Comet Systems Marketing Director Ben Austin says his company designed its Comet Cursor
specifically to protect privacy when it first appeared 15 months ago. To date, the company
claims some 15 million users at sites including some Time Warner properties and the Comedy
Central cable network, where Comet Cursors morph to look like characters featured in its
programming.
Austin says Web site operators like the cursor because it gives their visitors
something fun to play with. Sites can also customize cursors to encourage users to click
on ads; a site featuring a spot for a basketball tournament, for instance, could change
the cursor into a basketball.
In return, Web sites can get statistics that measure how many people download the
software and which parts of the Web site they visit. A unique ID number separates new
visitors from return visitors.
However, Comet does not use that data to assemble dossiers on individual users, Austin
says. Revealing more, he says, would invite problems.

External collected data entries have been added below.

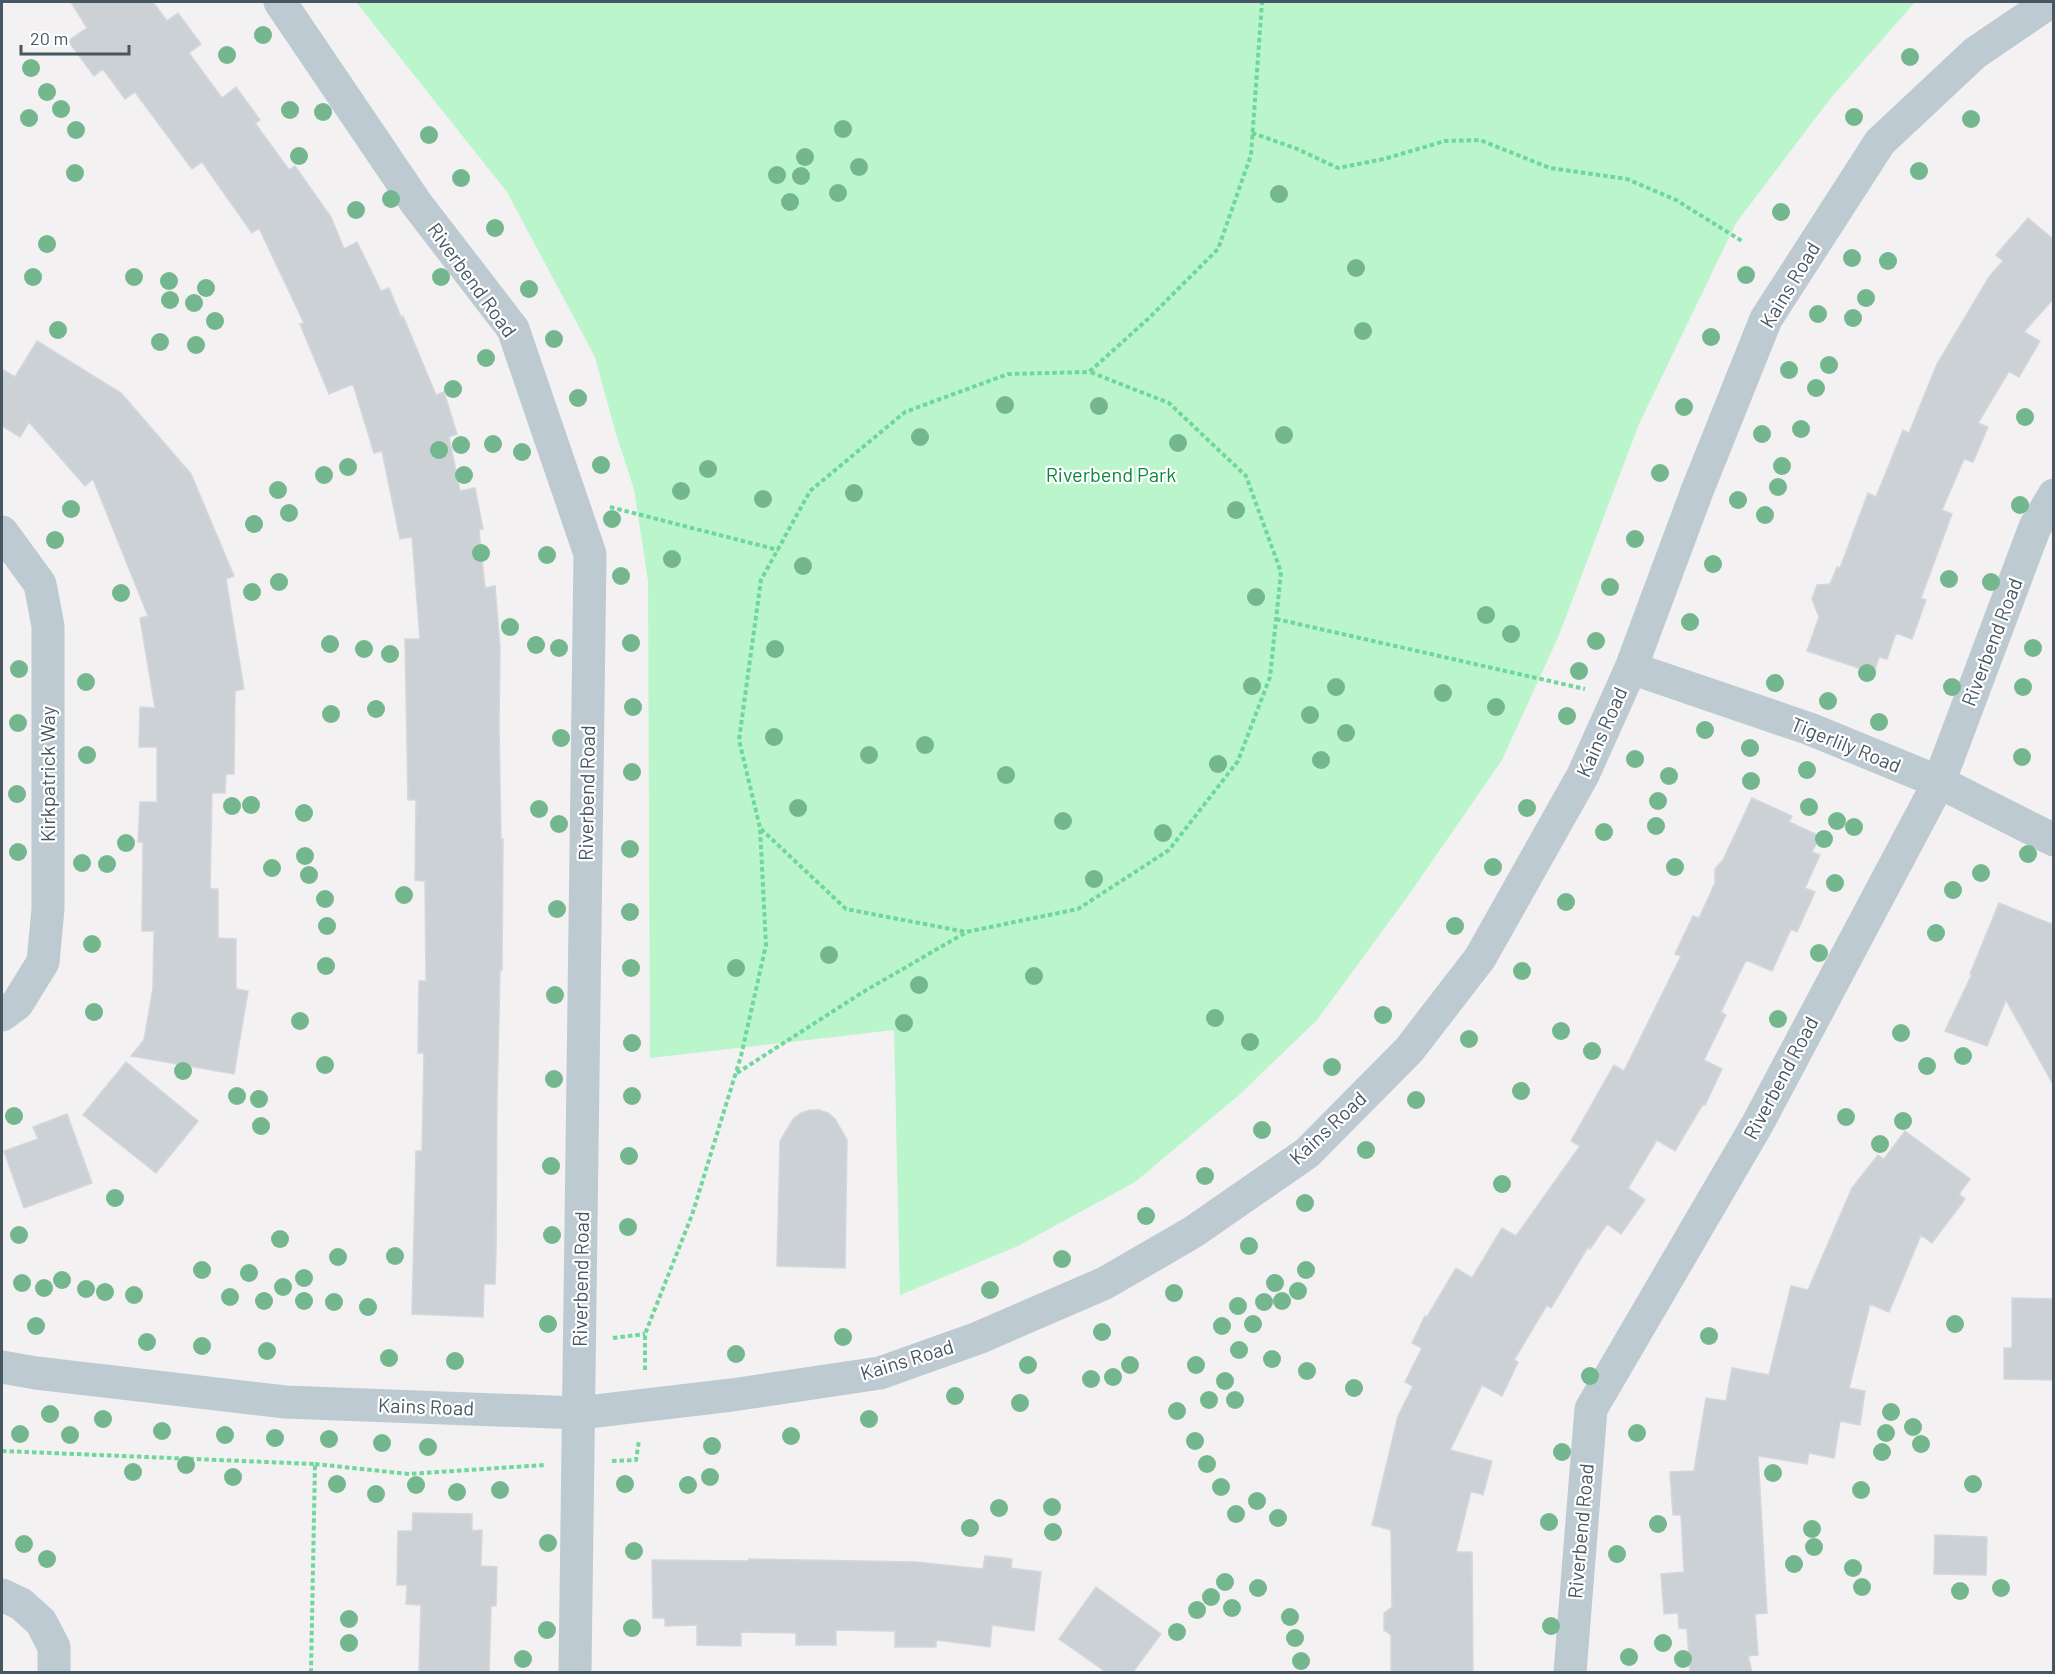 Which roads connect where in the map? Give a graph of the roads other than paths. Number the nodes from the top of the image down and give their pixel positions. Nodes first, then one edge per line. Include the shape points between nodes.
1 (280, 2) edge
2 (2050, 2) edge
3 (2054, 495) edge
4 (2, 532) edge
5 (1631, 668) junction
6 (1939, 782) junction
7 (2054, 840) edge
8 (2, 1015) edge
9 (2, 1367) edge
10 (579, 1413) junction
11 (2, 1595) edge
12 (54, 1672) edge
13 (575, 1672) edge
14 (1570, 1672) edge

1 - 10 street, Riverbend Road via 416,203 513,329 590,554
2 - 5 street, Kains Road via 1975,53 1880,142 1766,319
3 - 6 street, Riverbend Road via 2036,527
4 - 8 street, Kirkpatrick Way via 40,584 48,626 48,909 43,962 18,1004
5 - 6 street, Tigerlily Road via 1810,729
5 - 10 street, Kains Road via 1583,775 1480,958 1409,1050 1307,1153 1193,1232 1105,1283 978,1338 880,1372
6 - 7 street, Tigerlily Road
6 - 14 street, Riverbend Road via 1758,1123 1591,1409
9 - 10 street, Kains Road via 285,1402
10 - 13 street, Riverbend Road
11 - 12 street via 21,1604 41,1622 54,1647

"We are not going to create user profiles and we are not going to sell any of this
information to third parties," he says.
But, critics answer, Comet could. And no one could stop them.

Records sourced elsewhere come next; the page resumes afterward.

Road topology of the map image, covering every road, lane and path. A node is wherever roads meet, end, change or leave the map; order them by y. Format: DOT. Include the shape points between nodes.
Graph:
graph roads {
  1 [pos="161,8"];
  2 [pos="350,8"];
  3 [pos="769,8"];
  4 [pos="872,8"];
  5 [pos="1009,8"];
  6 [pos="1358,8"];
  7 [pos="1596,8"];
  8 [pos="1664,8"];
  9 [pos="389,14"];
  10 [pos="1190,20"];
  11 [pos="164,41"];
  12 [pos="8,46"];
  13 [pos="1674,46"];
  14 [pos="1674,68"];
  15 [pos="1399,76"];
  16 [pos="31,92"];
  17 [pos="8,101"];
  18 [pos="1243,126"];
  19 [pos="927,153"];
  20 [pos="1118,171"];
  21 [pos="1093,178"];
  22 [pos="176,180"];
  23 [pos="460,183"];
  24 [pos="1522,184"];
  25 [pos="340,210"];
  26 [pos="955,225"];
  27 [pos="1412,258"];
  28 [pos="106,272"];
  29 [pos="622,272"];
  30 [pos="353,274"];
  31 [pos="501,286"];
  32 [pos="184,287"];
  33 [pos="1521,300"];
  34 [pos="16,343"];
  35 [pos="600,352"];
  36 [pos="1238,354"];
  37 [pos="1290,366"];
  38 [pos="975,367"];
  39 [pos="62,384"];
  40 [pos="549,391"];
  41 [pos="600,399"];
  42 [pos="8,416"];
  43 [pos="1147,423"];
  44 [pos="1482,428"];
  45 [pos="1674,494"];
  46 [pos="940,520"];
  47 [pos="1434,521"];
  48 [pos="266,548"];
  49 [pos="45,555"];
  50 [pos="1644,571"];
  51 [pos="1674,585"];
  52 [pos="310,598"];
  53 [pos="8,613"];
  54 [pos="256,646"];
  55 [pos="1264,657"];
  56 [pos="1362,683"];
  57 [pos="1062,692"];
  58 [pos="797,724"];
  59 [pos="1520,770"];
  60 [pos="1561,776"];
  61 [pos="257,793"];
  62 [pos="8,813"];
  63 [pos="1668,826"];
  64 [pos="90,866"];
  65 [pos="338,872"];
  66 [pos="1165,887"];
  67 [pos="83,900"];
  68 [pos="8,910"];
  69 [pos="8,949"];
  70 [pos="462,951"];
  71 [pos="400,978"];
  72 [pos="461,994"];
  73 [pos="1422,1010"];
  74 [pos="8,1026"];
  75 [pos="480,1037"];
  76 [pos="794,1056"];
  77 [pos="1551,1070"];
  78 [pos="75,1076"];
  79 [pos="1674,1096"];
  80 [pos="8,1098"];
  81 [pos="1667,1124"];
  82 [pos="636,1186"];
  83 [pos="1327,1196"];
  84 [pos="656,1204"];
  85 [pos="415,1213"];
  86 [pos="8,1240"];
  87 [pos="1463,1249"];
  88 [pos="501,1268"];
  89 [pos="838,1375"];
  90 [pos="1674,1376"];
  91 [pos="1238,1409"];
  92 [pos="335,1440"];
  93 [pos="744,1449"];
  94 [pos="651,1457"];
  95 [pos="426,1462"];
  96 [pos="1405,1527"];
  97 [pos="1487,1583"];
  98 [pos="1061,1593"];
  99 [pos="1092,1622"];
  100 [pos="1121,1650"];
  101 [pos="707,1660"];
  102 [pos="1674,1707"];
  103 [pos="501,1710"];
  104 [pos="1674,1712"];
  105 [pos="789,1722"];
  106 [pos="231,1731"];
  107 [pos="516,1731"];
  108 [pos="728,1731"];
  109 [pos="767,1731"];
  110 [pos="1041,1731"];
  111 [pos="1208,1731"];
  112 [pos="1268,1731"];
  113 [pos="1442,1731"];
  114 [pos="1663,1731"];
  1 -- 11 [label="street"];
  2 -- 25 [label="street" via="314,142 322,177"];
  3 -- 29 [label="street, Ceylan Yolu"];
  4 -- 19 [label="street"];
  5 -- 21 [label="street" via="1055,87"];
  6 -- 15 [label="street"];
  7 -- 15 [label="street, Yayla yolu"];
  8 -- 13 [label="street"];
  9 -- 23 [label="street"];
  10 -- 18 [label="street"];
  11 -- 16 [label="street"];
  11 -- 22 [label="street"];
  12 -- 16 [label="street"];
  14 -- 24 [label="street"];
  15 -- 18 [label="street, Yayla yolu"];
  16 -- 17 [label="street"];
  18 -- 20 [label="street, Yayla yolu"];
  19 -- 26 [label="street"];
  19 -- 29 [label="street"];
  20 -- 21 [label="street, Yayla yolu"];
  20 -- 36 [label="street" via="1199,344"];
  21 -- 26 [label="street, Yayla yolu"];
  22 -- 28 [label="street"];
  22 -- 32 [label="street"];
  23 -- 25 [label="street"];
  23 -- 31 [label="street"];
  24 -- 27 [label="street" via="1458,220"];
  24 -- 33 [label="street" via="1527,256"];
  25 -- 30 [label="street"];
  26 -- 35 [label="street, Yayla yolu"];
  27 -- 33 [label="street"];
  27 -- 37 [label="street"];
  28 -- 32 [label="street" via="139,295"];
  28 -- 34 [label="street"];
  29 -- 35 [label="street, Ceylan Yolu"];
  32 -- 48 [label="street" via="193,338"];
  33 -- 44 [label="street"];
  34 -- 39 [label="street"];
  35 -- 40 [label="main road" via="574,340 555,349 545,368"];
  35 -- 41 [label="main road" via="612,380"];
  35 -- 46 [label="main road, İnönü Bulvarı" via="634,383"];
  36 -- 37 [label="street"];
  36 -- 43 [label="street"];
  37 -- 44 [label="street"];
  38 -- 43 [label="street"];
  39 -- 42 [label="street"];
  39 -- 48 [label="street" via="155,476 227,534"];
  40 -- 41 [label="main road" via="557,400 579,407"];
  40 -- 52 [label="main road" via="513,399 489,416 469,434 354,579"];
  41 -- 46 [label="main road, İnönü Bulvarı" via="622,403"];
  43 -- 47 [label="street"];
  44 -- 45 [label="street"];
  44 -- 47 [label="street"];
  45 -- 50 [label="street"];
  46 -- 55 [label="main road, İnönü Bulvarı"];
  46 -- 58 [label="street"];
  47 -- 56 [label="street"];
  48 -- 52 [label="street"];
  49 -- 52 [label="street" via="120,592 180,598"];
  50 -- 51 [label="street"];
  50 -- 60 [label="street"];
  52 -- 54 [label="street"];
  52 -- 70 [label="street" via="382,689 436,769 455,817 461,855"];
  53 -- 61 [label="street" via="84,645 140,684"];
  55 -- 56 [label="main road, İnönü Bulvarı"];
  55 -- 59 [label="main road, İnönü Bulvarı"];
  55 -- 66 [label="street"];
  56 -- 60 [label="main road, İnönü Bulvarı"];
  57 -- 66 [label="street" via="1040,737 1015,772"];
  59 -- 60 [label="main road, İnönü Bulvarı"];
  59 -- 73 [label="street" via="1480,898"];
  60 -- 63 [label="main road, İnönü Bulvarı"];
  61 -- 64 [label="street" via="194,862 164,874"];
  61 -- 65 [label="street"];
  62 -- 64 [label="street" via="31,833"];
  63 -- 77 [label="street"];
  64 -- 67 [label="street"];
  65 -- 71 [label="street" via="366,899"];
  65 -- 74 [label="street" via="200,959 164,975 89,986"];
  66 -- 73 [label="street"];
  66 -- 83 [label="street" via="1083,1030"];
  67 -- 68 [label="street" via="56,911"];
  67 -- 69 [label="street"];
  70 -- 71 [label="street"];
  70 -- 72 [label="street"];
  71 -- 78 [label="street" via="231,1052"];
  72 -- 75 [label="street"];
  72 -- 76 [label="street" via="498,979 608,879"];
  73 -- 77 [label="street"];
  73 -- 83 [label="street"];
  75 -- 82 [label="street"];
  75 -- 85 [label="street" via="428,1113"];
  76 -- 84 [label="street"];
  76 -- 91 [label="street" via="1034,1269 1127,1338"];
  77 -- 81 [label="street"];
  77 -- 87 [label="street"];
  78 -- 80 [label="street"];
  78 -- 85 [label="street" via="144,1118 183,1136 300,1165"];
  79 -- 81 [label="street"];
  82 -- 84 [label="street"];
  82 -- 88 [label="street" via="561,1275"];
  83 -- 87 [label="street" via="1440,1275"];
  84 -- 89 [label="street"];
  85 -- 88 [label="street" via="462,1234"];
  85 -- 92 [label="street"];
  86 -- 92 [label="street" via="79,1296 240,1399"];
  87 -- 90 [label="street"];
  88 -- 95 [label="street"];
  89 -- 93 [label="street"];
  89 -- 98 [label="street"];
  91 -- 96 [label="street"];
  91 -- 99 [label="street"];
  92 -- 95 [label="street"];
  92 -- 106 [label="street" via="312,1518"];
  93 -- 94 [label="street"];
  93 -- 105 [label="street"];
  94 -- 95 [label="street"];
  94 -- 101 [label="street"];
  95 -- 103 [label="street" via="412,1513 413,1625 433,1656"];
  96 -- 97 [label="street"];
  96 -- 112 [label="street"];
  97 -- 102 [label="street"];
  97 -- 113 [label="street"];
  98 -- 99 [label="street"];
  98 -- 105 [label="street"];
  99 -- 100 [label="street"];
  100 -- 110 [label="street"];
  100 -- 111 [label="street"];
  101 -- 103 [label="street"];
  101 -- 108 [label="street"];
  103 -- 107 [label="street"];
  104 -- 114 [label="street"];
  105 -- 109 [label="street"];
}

"Theyre keeping a detailed database of every visitor," says David
Banisar, Washington D.C. attorney and author of The Electronic Privacy Papers.
"Thats a pretty big database. What happens next week if they decide were
going to go out of business if they dont sell this information to someone?"
What might happen, Banisar asks, if a lawyer in a divorce case subpoenaed the surfing
activity of an errant husband?
"In the absence of laws protecting peoples information, wheres the
protection?"
Comets Austin dismisses Banisars speculation.
"The rules of privacy and in fact the rules of etiquette are being set in real
time," he says. "If the companies dont act responsibly, governments and
privacy advocates are going to get involved."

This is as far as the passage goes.